# Is Salary of 90K good for couple



## rup212 (Jul 13, 2010)

I have been offered a job in Clayton-Melbourne with a salary of 90k pretax.Is this is good enough salary for a couple ? Currently we are placed in Singapore and we are having a good lifestyle here (with 1 to 2 eat outs per week and with at least 1 mini vacation in 6mths and manage to save around 2K a month )...I am just wondering with the above salary will we be able to save a decent amount since i understand tax rates in australia are very high.We are looking at renting a 2 bed apt or house and having a single car .Appreciate any comments on the same .


----------



## anj1976 (Apr 24, 2008)

Hi rup

your take home would be (i think) approximately 5000-5800A$. If you go sensibly with your expenses, you can still save as much or even more. have a look at the sticky threads, i suggest going through the cost of living thread in the same. it has approximate cost of things/services according to which you can have a comfortable life in 3000/couple. I know people who are leading a comfortable life in that kind of money, some in even lesser amount.


----------



## Rub (Apr 18, 2010)

Is the 90k inclusive of 9% superannuation? 



rup212 said:


> I have been offered a job in Clayton-Melbourne with a salary of 90k pretax.Is this is good enough salary for a couple ? Currently we are placed in Singapore and we are having a good lifestyle here (with 1 to 2 eat outs per week and with at least 1 mini vacation in 6mths and manage to save around 2K a month )...I am just wondering with the above salary will we be able to save a decent amount since i understand tax rates in australia are very high.We are looking at renting a 2 bed apt or house and having a single car .Appreciate any comments on the same .


----------



## rup212 (Jul 13, 2010)

Rub said:


> Is the 90k inclusive of 9% superannuation?


90K does not include superanuation .....


----------



## joeman (Apr 19, 2009)

Hi, 

I am from Singapore too.
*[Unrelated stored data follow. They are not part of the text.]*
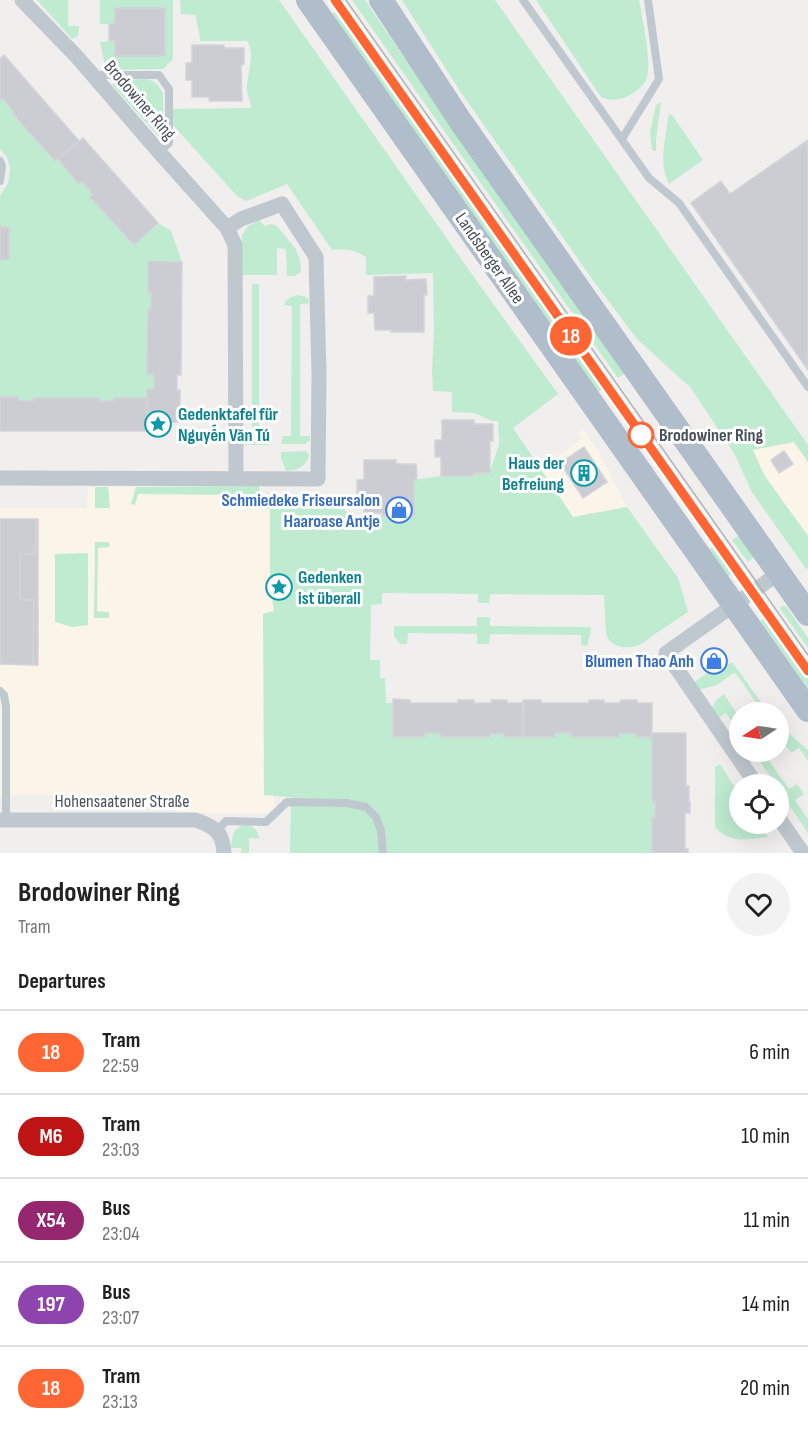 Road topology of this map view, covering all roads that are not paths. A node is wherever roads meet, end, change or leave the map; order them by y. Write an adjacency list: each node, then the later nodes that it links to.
1 (22, 0): 6 (street, Brodowiner Ring)
2 (308, 0): 16 (main road, Landsberger Allee)
3 (381, 0): 15 (main road)
4 (523, 0): 7 (lane)
5 (648, 0): 7 (lane)
6 (92, 75): 8 (street, Brodowiner Ring); 8 (lane)
7 (622, 139): 12 (lane)
8 (159, 152): 11 (street, Brodowiner Ring)
9 (0, 161): 10 (lane)
10 (0, 181)
11 (227, 228): 14 (street, Brodowiner Ring); 14 (street)
12 (808, 387)
13 (0, 478): 14 (street)
14 (236, 478)
15 (779, 573): 16 (street); 17 (main road)
16 (734, 605): 19 (main road, Landsberger Allee); 20 (street)
17 (808, 614)
18 (0, 691): 21 (lane)
19 (808, 710)
20 (749, 774)
21 (3, 820): 22 (street, Hohensaatener Straße)
22 (217, 831): 24 (street); 25 (lane)
23 (789, 833): 26 (street)
24 (224, 853)
25 (383, 853)
26 (803, 853)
If you are already secured a job and want to come here and am comfortable wth the money you are going to get, then be prepared for it and come here. The 2 expensive things that Singaporean are complaining is cheap in Australia (by Singapoe standard) - car and house.

However, if you have a very good career where you are "going places" within your organisation, I suggest you consider what you are going to part off with cos the pay in Singapore is higher and you keep more of the money in Singapore. 

Asian people and new comers prefer to stay nearer the city. If you rent a 2 bedroom with a car, that will most likely be in the city or nearer the city. My friend stay in South Melbourne in a 2 bedroom apartment and she ispaying about $500/wk which is about $2200 per month and that will already eat up whatever you earn. On top of that, you are competing with students and many people for rental places in the city or nearer to the city. 

Car are very cheap and if you have a job, you can get with a japanese car like Toyota or Honda below $20K. I have a Singaporean friend who is a Honda sale agent, do give me a buzz on PM if you want to get a Honda car as he can work out some better prices.

I would suggest that you move further to stay in the suburbs as it is cheaper and you can get a rented house for 3 bedroom house (about the size of 3 x 5 rooms HDB) for about $1200 /month so that you can save on that. 




rup212 said:


> I have been offered a job in Clayton-Melbourne with a salary of 90k pretax.Is this is good enough salary for a couple ? Currently we are placed in Singapore and we are having a good lifestyle here (with 1 to 2 eat outs per week and with at least 1 mini vacation in 6mths and manage to save around 2K a month )...I am just wondering with the above salary will we be able to save a decent amount since i understand tax rates in australia are very high.We are looking at renting a 2 bed apt or house and having a single car .Appreciate any comments on the same .


----------



## amaslam (Sep 25, 2008)

Yes, you will do just fine on that salary and you can save 2K a month if you put effort into it. Joemans post is correct also. Tax rates in AU are higher than Singapore without question but many places around the world that fact is true.



rup212 said:


> I have been offered a job in Clayton-Melbourne with a salary of 90k pretax.Is this is good enough salary for a couple ? Currently we are placed in Singapore and we are having a good lifestyle here (with 1 to 2 eat outs per week and with at least 1 mini vacation in 6mths and manage to save around 2K a month )...I am just wondering with the above salary will we be able to save a decent amount since i understand tax rates in australia are very high.We are looking at renting a 2 bed apt or house and having a single car .Appreciate any comments on the same .


----------



## ricky200276 (Jul 1, 2010)

Did you had a talk with your employer regarding LAFHA? I guess you can save a lot more on taxes and your take home pay practically will much more.
As you're a Singaporean (I am also from Singapore and thinking of moving to Sydney soon) and will living away from home you're entitled for LAFHA however do ask your tobe emlpoyer to make it explicit in the offer letter.

Thanks..


----------



## amaslam (Sep 25, 2008)

Please note: LAFHA is normally for 457 holders and not for PRs.



ricky200276 said:


> Did you had a talk with your employer regarding LAFHA? I guess you can save a lot more on taxes and your take home pay practically will much more.
> As you're a Singaporean (I am also from Singapore and thinking of moving to Sydney soon) and will living away from home you're entitled for LAFHA however do ask your tobe emlpoyer to make it explicit in the offer letter.
> 
> Thanks..


----------